(Records drawn from a dataset)
※ ※ ※

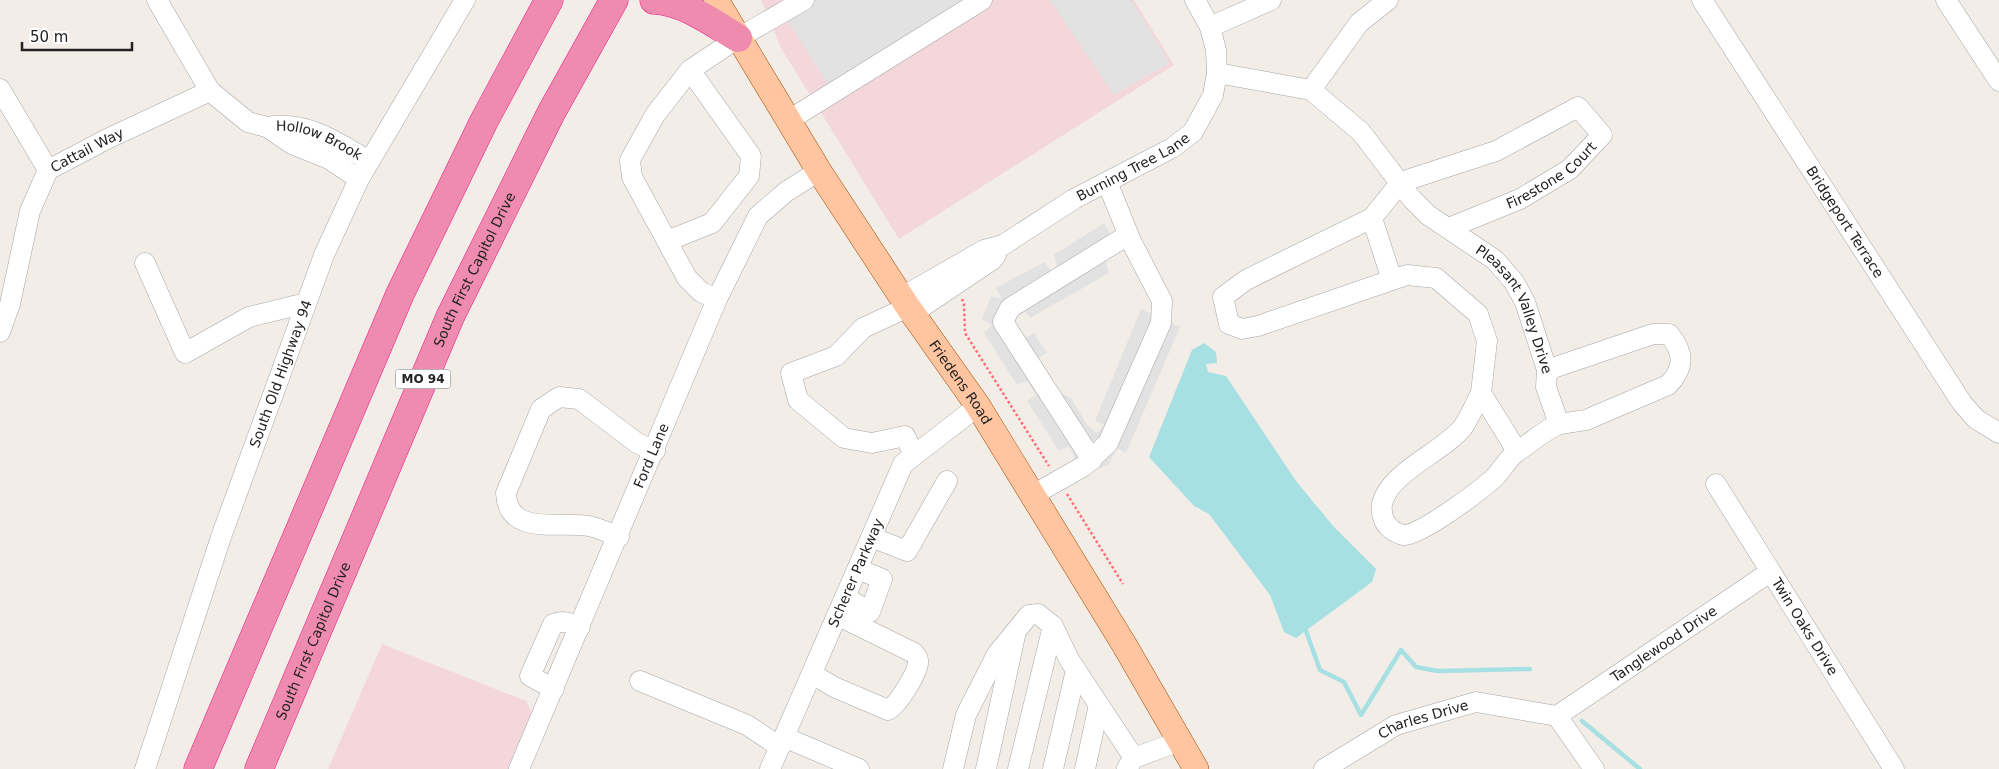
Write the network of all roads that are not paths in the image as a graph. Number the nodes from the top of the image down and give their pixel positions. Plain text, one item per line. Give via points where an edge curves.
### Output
1 (158, 0) edge
2 (465, 0) edge
3 (549, 0) edge
4 (614, 0) edge
5 (647, 0) edge
6 (654, 0) edge
7 (716, 0) edge
8 (804, 0) edge
9 (982, 0) edge
10 (1195, 0) edge
11 (1271, 0) edge
12 (1388, 0) edge
13 (1702, 0) edge
14 (1946, 0) edge
15 (1210, 27) junction
16 (595, 32) junction
17 (738, 38) junction
18 (690, 70) junction
19 (1217, 73) junction
20 (1999, 81) edge
21 (1311, 90) junction
22 (210, 91) junction
23 (2, 98) edge
24 (789, 120) junction
25 (268, 127) junction
26 (369, 161) junction
27 (48, 170) junction
28 (819, 171) junction
29 (358, 179) junction
30 (1107, 182) junction
31 (1400, 182) junction
32 (1372, 218) junction
33 (1449, 228) junction
34 (1128, 235) junction
35 (667, 241) junction
36 (145, 263) dead end
37 (1392, 280) junction
38 (717, 300) junction
39 (306, 303) junction
40 (908, 306) junction
41 (0, 332) edge
42 (1547, 370) junction
43 (1481, 394) junction
44 (978, 406) junction
45 (1558, 424) junction
46 (1999, 433) edge
47 (655, 451) junction
48 (1517, 451) junction
49 (914, 455) junction
50 (1092, 460) junction
51 (946, 481) dead end
52 (1716, 484) dead end
53 (1033, 495) junction
54 (619, 536) junction
55 (872, 537) junction
56 (858, 569) junction
57 (1770, 572) junction
58 (845, 597) junction
59 (837, 615) junction
60 (1053, 626) junction
61 (580, 627) junction
62 (1016, 631) junction
63 (1076, 670) junction
64 (812, 674) junction
65 (640, 681) dead end
66 (554, 689) junction
67 (1098, 705) junction
68 (1557, 716) junction
69 (1180, 741) junction
70 (782, 742) junction
71 (1130, 764) edge
72 (145, 769) edge
73 (198, 769) edge
74 (258, 769) edge
75 (519, 769) edge
76 (770, 769) edge
77 (859, 769) edge
78 (953, 769) edge
79 (986, 769) edge
80 (1018, 769) edge
81 (1053, 769) edge
82 (1085, 769) edge
83 (1196, 769) edge
84 (1324, 769) edge
85 (1594, 769) edge
86 (1894, 769) edge

1 - 22 street, Hollow Brook
2 - 26 street, South Old Highway 94
3 - 73 highway via 480,129 400,294
4 - 16 highway, South First Capitol Drive / MO 94
5 - 16 highway via 620,9
6 - 17 highway via 664,0 693,12
7 - 17 main road, Friedens Road
8 - 17 street
9 - 24 street
10 - 15 street, Burning Tree Lane
11 - 15 street
12 - 21 street via 1359,23
13 - 46 street, Bridgeport Terrace via 1962,403 1976,420
14 - 20 street
15 - 19 street, Burning Tree Lane
16 - 74 highway, South First Capitol Drive / MO 94 via 530,154 450,317
17 - 18 street
17 - 24 main road, Friedens Road
18 - 35 street via 655,115 630,160 632,177
18 - 35 street via 751,156 749,176 712,223
19 - 21 street, Pleasant Valley Drive
19 - 30 street, Burning Tree Lane via 1213,95 1193,132 1172,148
21 - 31 street, Pleasant Valley Drive via 1361,132
22 - 25 street, Hollow Brook via 248,122
22 - 27 street, Cattail Way
23 - 27 street, Cattail Way
24 - 28 main road, Friedens Road
25 - 26 street, Hollow Brook via 295,125 310,130
25 - 29 street, Hollow Brook via 292,144 329,159
26 - 29 street, South Old Highway 94
27 - 41 street via 30,211 10,304
28 - 38 street, Ford Lane via 787,191 758,216
28 - 40 main road, Friedens Road
29 - 39 street, South Old Highway 94
30 - 34 street
30 - 40 street, Burning Tree Lane via 1074,199 1003,245 992,260
31 - 32 street, Pleasant Valley Drive
31 - 33 street, Pleasant Valley Drive via 1428,215
31 - 33 street, Firestone Court via 1496,151 1578,107 1602,134 1570,169 1520,199
32 - 37 street
32 - 37 street, Pleasant Valley Drive via 1246,280 1223,297 1229,324 1242,329 1258,326
33 - 42 street, Pleasant Valley Drive via 1495,260 1514,282 1532,320
34 - 50 street via 1162,301 1161,323 1108,443
34 - 50 street via 1010,308 1003,322
35 - 38 street via 687,278 701,292
36 - 39 street via 184,353 249,317
37 - 43 street, Pleasant Valley Drive via 1407,275 1436,278 1478,314 1487,340
38 - 47 street, Ford Lane
39 - 72 street, South Old Highway 94 via 221,537
40 - 44 main road, Friedens Road
40 - 49 street, Burning Tree Lane via 864,328 836,356 791,373 798,400 844,438 872,443 906,436
42 - 45 street, Pleasant Valley Drive via 1546,387
42 - 45 street via 1653,334 1669,334 1679,346 1681,363 1678,376 1668,385 1586,420
43 - 48 street
43 - 48 street, Pleasant Valley Drive via 1463,426 1385,494 1382,508 1389,528 1404,535 1416,532 1494,478
44 - 49 street, Scherer Parkway
44 - 53 main road, Friedens Road
45 - 48 street, Pleasant Valley Drive
47 - 54 street, Ford Lane
47 - 54 street via 637,443 579,399 559,397 542,409 506,493 512,512 525,520 540,525 589,526
49 - 55 street, Scherer Parkway via 903,464
50 - 53 street
51 - 55 street via 907,551
52 - 57 street, Twin Oaks Drive
53 - 69 main road, Friedens Road
54 - 61 street, Ford Lane
55 - 56 street, Scherer Parkway
56 - 58 street, Scherer Parkway
56 - 58 street via 882,579 870,612
57 - 68 street, Tanglewood Drive
57 - 86 street, Twin Oaks Drive
58 - 59 street, Scherer Parkway
59 - 64 street, Scherer Parkway
59 - 64 street via 914,653 918,665 899,700 888,710
60 - 62 street via 1038,614 1029,615
60 - 63 street
60 - 80 street
61 - 66 street, Ford Lane
61 - 66 street via 559,621 553,624 530,676
62 - 78 street via 997,654 966,715
62 - 79 street
63 - 67 street
63 - 81 street
64 - 70 street, Scherer Parkway
65 - 70 street
66 - 75 street, Ford Lane
67 - 71 street
67 - 82 street
68 - 84 street, Charles Drive via 1476,702 1396,725
68 - 85 street
69 - 71 street
69 - 83 main road, Friedens Road
70 - 76 street, Scherer Parkway
70 - 77 street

※ ※ ※

__What is required__: Please output all the records above exactly, leaving out every picture.

__Solution to this task__:
Write the network of all roads that are not paths in the image as a graph. Number the nodes from the top of the image down and give their pixel positions. Plain text, one item per line. Give via points where an edge curves.
### Output
1 (158, 0) edge
2 (465, 0) edge
3 (549, 0) edge
4 (614, 0) edge
5 (647, 0) edge
6 (654, 0) edge
7 (716, 0) edge
8 (804, 0) edge
9 (982, 0) edge
10 (1195, 0) edge
11 (1271, 0) edge
12 (1388, 0) edge
13 (1702, 0) edge
14 (1946, 0) edge
15 (1210, 27) junction
16 (595, 32) junction
17 (738, 38) junction
18 (690, 70) junction
19 (1217, 73) junction
20 (1999, 81) edge
21 (1311, 90) junction
22 (210, 91) junction
23 (2, 98) edge
24 (789, 120) junction
25 (268, 127) junction
26 (369, 161) junction
27 (48, 170) junction
28 (819, 171) junction
29 (358, 179) junction
30 (1107, 182) junction
31 (1400, 182) junction
32 (1372, 218) junction
33 (1449, 228) junction
34 (1128, 235) junction
35 (667, 241) junction
36 (145, 263) dead end
37 (1392, 280) junction
38 (717, 300) junction
39 (306, 303) junction
40 (908, 306) junction
41 (0, 332) edge
42 (1547, 370) junction
43 (1481, 394) junction
44 (978, 406) junction
45 (1558, 424) junction
46 (1999, 433) edge
47 (655, 451) junction
48 (1517, 451) junction
49 (914, 455) junction
50 (1092, 460) junction
51 (946, 481) dead end
52 (1716, 484) dead end
53 (1033, 495) junction
54 (619, 536) junction
55 (872, 537) junction
56 (858, 569) junction
57 (1770, 572) junction
58 (845, 597) junction
59 (837, 615) junction
60 (1053, 626) junction
61 (580, 627) junction
62 (1016, 631) junction
63 (1076, 670) junction
64 (812, 674) junction
65 (640, 681) dead end
66 (554, 689) junction
67 (1098, 705) junction
68 (1557, 716) junction
69 (1180, 741) junction
70 (782, 742) junction
71 (1130, 764) edge
72 (145, 769) edge
73 (198, 769) edge
74 (258, 769) edge
75 (519, 769) edge
76 (770, 769) edge
77 (859, 769) edge
78 (953, 769) edge
79 (986, 769) edge
80 (1018, 769) edge
81 (1053, 769) edge
82 (1085, 769) edge
83 (1196, 769) edge
84 (1324, 769) edge
85 (1594, 769) edge
86 (1894, 769) edge

1 - 22 street, Hollow Brook
2 - 26 street, South Old Highway 94
3 - 73 highway via 480,129 400,294
4 - 16 highway, South First Capitol Drive / MO 94
5 - 16 highway via 620,9
6 - 17 highway via 664,0 693,12
7 - 17 main road, Friedens Road
8 - 17 street
9 - 24 street
10 - 15 street, Burning Tree Lane
11 - 15 street
12 - 21 street via 1359,23
13 - 46 street, Bridgeport Terrace via 1962,403 1976,420
14 - 20 street
15 - 19 street, Burning Tree Lane
16 - 74 highway, South First Capitol Drive / MO 94 via 530,154 450,317
17 - 18 street
17 - 24 main road, Friedens Road
18 - 35 street via 655,115 630,160 632,177
18 - 35 street via 751,156 749,176 712,223
19 - 21 street, Pleasant Valley Drive
19 - 30 street, Burning Tree Lane via 1213,95 1193,132 1172,148
21 - 31 street, Pleasant Valley Drive via 1361,132
22 - 25 street, Hollow Brook via 248,122
22 - 27 street, Cattail Way
23 - 27 street, Cattail Way
24 - 28 main road, Friedens Road
25 - 26 street, Hollow Brook via 295,125 310,130
25 - 29 street, Hollow Brook via 292,144 329,159
26 - 29 street, South Old Highway 94
27 - 41 street via 30,211 10,304
28 - 38 street, Ford Lane via 787,191 758,216
28 - 40 main road, Friedens Road
29 - 39 street, South Old Highway 94
30 - 34 street
30 - 40 street, Burning Tree Lane via 1074,199 1003,245 992,260
31 - 32 street, Pleasant Valley Drive
31 - 33 street, Pleasant Valley Drive via 1428,215
31 - 33 street, Firestone Court via 1496,151 1578,107 1602,134 1570,169 1520,199
32 - 37 street
32 - 37 street, Pleasant Valley Drive via 1246,280 1223,297 1229,324 1242,329 1258,326
33 - 42 street, Pleasant Valley Drive via 1495,260 1514,282 1532,320
34 - 50 street via 1162,301 1161,323 1108,443
34 - 50 street via 1010,308 1003,322
35 - 38 street via 687,278 701,292
36 - 39 street via 184,353 249,317
37 - 43 street, Pleasant Valley Drive via 1407,275 1436,278 1478,314 1487,340
38 - 47 street, Ford Lane
39 - 72 street, South Old Highway 94 via 221,537
40 - 44 main road, Friedens Road
40 - 49 street, Burning Tree Lane via 864,328 836,356 791,373 798,400 844,438 872,443 906,436
42 - 45 street, Pleasant Valley Drive via 1546,387
42 - 45 street via 1653,334 1669,334 1679,346 1681,363 1678,376 1668,385 1586,420
43 - 48 street
43 - 48 street, Pleasant Valley Drive via 1463,426 1385,494 1382,508 1389,528 1404,535 1416,532 1494,478
44 - 49 street, Scherer Parkway
44 - 53 main road, Friedens Road
45 - 48 street, Pleasant Valley Drive
47 - 54 street, Ford Lane
47 - 54 street via 637,443 579,399 559,397 542,409 506,493 512,512 525,520 540,525 589,526
49 - 55 street, Scherer Parkway via 903,464
50 - 53 street
51 - 55 street via 907,551
52 - 57 street, Twin Oaks Drive
53 - 69 main road, Friedens Road
54 - 61 street, Ford Lane
55 - 56 street, Scherer Parkway
56 - 58 street, Scherer Parkway
56 - 58 street via 882,579 870,612
57 - 68 street, Tanglewood Drive
57 - 86 street, Twin Oaks Drive
58 - 59 street, Scherer Parkway
59 - 64 street, Scherer Parkway
59 - 64 street via 914,653 918,665 899,700 888,710
60 - 62 street via 1038,614 1029,615
60 - 63 street
60 - 80 street
61 - 66 street, Ford Lane
61 - 66 street via 559,621 553,624 530,676
62 - 78 street via 997,654 966,715
62 - 79 street
63 - 67 street
63 - 81 street
64 - 70 street, Scherer Parkway
65 - 70 street
66 - 75 street, Ford Lane
67 - 71 street
67 - 82 street
68 - 84 street, Charles Drive via 1476,702 1396,725
68 - 85 street
69 - 71 street
69 - 83 main road, Friedens Road
70 - 76 street, Scherer Parkway
70 - 77 street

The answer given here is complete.